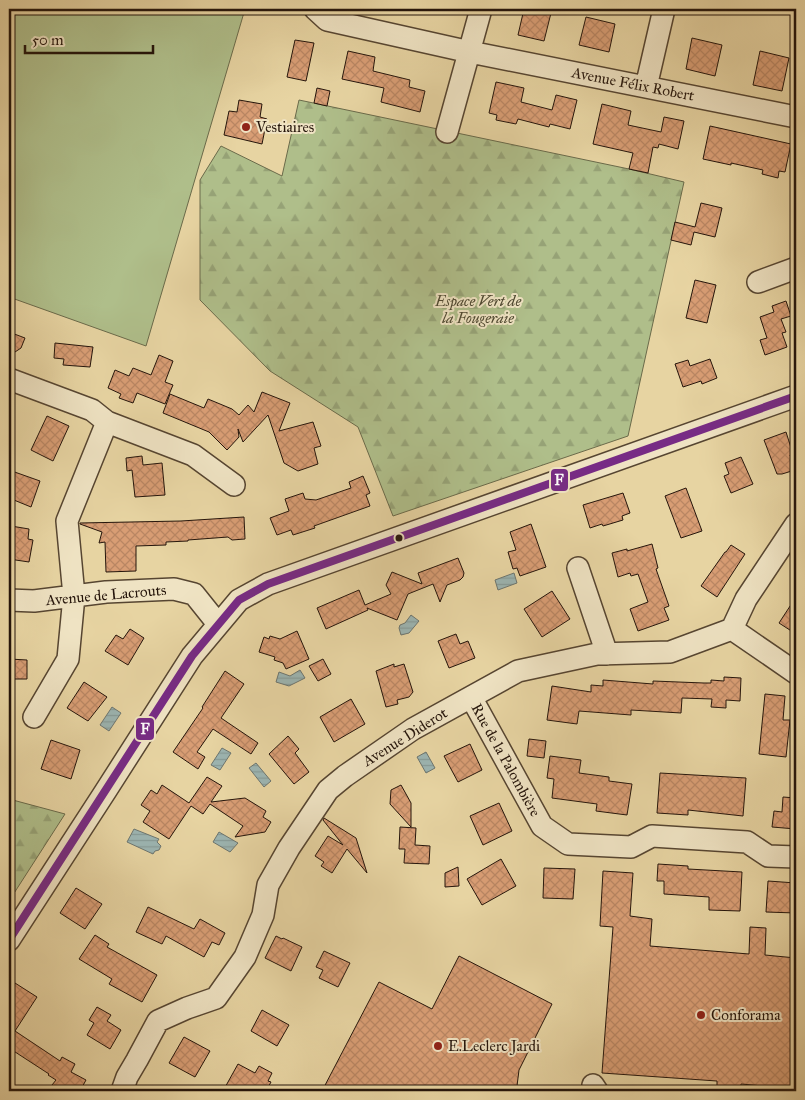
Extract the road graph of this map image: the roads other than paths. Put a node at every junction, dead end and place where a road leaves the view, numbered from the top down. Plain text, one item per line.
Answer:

==

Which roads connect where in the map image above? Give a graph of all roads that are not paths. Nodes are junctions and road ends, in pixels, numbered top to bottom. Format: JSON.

--

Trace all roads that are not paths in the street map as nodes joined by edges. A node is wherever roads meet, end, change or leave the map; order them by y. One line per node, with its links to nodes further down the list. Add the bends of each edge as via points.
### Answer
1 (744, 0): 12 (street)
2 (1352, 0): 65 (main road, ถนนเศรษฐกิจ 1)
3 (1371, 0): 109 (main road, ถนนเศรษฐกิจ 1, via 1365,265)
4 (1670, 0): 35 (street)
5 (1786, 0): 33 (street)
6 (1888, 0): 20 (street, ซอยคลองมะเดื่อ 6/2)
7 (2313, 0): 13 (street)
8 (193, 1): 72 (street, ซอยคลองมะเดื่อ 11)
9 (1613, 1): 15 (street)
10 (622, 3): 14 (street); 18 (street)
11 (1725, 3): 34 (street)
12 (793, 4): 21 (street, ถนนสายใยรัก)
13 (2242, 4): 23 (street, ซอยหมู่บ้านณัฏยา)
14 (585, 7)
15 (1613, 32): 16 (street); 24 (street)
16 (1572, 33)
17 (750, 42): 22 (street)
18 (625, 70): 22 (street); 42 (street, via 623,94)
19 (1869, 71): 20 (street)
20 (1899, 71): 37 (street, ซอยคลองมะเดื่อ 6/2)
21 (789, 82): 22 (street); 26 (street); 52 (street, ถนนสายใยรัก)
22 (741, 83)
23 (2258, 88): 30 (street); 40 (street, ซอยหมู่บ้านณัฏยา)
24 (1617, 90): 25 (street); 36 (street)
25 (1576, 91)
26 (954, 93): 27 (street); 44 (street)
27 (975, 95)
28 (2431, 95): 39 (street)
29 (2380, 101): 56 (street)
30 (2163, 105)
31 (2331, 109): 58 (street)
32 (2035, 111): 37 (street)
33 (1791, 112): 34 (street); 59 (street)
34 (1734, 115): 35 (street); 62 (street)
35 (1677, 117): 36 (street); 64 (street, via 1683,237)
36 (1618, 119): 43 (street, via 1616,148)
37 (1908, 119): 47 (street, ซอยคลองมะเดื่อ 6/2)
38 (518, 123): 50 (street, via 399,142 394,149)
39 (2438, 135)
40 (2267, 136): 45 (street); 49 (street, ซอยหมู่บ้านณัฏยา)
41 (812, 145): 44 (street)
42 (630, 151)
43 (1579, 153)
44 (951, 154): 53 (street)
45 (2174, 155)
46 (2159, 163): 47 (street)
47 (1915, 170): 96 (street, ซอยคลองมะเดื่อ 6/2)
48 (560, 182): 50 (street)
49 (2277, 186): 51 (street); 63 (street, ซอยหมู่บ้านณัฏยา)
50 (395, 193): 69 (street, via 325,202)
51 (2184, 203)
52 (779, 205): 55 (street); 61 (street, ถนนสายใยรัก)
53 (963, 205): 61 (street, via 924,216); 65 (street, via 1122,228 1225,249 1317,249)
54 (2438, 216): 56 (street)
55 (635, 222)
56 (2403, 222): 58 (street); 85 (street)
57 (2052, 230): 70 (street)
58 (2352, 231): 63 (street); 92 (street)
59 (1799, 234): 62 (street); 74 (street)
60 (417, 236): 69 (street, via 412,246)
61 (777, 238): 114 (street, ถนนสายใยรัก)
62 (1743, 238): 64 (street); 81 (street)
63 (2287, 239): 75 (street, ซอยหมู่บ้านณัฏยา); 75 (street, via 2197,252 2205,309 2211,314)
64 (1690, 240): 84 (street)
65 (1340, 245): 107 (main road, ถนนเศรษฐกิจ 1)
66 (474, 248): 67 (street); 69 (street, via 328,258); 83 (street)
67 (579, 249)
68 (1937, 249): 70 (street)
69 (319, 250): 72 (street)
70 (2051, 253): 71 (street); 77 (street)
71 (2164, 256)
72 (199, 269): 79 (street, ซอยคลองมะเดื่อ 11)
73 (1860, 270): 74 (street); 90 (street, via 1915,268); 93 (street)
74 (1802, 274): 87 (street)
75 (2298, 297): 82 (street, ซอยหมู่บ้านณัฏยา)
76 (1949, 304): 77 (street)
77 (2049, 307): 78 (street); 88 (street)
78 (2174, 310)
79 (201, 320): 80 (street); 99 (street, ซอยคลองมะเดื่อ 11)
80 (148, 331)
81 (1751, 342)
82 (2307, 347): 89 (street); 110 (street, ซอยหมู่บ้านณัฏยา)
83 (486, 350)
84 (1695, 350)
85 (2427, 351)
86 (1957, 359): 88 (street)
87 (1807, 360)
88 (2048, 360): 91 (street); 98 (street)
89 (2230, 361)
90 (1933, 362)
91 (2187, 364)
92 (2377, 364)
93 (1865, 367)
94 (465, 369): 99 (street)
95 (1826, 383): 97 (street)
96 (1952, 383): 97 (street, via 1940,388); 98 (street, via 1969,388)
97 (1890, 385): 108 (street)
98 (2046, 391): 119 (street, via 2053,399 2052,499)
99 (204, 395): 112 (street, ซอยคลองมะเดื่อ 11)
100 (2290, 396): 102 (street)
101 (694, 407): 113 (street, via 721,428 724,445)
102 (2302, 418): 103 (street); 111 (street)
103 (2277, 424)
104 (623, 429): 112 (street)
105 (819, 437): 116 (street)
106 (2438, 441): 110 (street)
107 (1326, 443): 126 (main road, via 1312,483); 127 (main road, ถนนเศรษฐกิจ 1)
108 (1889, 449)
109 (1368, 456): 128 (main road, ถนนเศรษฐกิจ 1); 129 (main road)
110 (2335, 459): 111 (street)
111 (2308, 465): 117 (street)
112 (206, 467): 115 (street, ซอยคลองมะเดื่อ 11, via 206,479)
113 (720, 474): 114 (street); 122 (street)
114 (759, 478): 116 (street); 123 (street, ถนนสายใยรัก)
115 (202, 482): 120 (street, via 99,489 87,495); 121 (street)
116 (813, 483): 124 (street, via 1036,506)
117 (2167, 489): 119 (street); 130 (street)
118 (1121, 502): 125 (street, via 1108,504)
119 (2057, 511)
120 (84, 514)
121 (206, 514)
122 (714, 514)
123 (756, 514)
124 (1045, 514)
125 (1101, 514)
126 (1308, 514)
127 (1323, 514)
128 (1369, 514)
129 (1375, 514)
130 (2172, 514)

Brief: What lines of the listing contain the word "that"? Copy them all.

Response to the task:
Which roads connect where in the map image above? Give a graph of all roads that are not paths. Nodes are junctions and road ends, in pixels, numbered top to bottom. Format: JSON.
Trace all roads that are not paths in the street map as nodes joined by edges. A node is wherever roads meet, end, change or leave the map; order them by y. One line per node, with its links to nodes further down the list. Add the bends of each edge as via points.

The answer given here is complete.